**What you are asked to do**
All that is needed is each line of the entries holding the word "Selden", copied as it stands.

**Supplied data**
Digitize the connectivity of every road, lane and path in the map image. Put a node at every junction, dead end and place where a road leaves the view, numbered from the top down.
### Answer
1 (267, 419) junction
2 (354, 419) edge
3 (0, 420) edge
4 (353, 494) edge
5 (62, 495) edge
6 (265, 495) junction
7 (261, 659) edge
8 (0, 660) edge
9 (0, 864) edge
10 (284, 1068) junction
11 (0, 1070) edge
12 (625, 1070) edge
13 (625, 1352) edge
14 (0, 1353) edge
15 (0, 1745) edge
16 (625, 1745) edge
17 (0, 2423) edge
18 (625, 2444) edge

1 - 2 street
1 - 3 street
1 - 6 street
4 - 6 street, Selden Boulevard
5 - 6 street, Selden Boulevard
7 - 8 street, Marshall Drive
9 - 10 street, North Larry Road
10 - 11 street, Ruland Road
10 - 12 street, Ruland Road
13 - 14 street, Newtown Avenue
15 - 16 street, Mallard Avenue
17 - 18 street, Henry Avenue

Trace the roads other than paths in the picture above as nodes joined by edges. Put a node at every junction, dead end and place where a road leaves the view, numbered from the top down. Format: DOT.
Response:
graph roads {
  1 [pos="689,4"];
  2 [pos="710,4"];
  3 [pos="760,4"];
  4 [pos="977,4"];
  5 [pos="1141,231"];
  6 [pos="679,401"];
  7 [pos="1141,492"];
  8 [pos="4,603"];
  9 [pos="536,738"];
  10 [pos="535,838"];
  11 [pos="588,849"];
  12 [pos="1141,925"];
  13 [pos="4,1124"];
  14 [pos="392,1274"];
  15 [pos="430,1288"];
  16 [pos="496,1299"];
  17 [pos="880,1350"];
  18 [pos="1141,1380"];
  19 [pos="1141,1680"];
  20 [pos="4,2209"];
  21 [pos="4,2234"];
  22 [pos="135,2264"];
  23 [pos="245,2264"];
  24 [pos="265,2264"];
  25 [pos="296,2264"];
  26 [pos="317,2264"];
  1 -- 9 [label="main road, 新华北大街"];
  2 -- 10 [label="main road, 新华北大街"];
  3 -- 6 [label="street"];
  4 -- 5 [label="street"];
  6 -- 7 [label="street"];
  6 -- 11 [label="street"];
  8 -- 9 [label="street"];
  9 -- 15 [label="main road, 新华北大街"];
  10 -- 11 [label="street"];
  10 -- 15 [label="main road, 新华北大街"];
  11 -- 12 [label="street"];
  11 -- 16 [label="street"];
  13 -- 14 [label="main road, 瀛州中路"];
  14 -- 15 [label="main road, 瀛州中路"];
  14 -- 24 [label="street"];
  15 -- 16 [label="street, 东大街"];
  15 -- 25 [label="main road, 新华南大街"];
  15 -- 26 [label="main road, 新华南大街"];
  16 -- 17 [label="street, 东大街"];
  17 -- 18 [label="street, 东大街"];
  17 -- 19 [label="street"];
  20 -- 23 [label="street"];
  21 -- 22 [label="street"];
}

**Exercise solution**
4 - 6 street, Selden Boulevard
5 - 6 street, Selden Boulevard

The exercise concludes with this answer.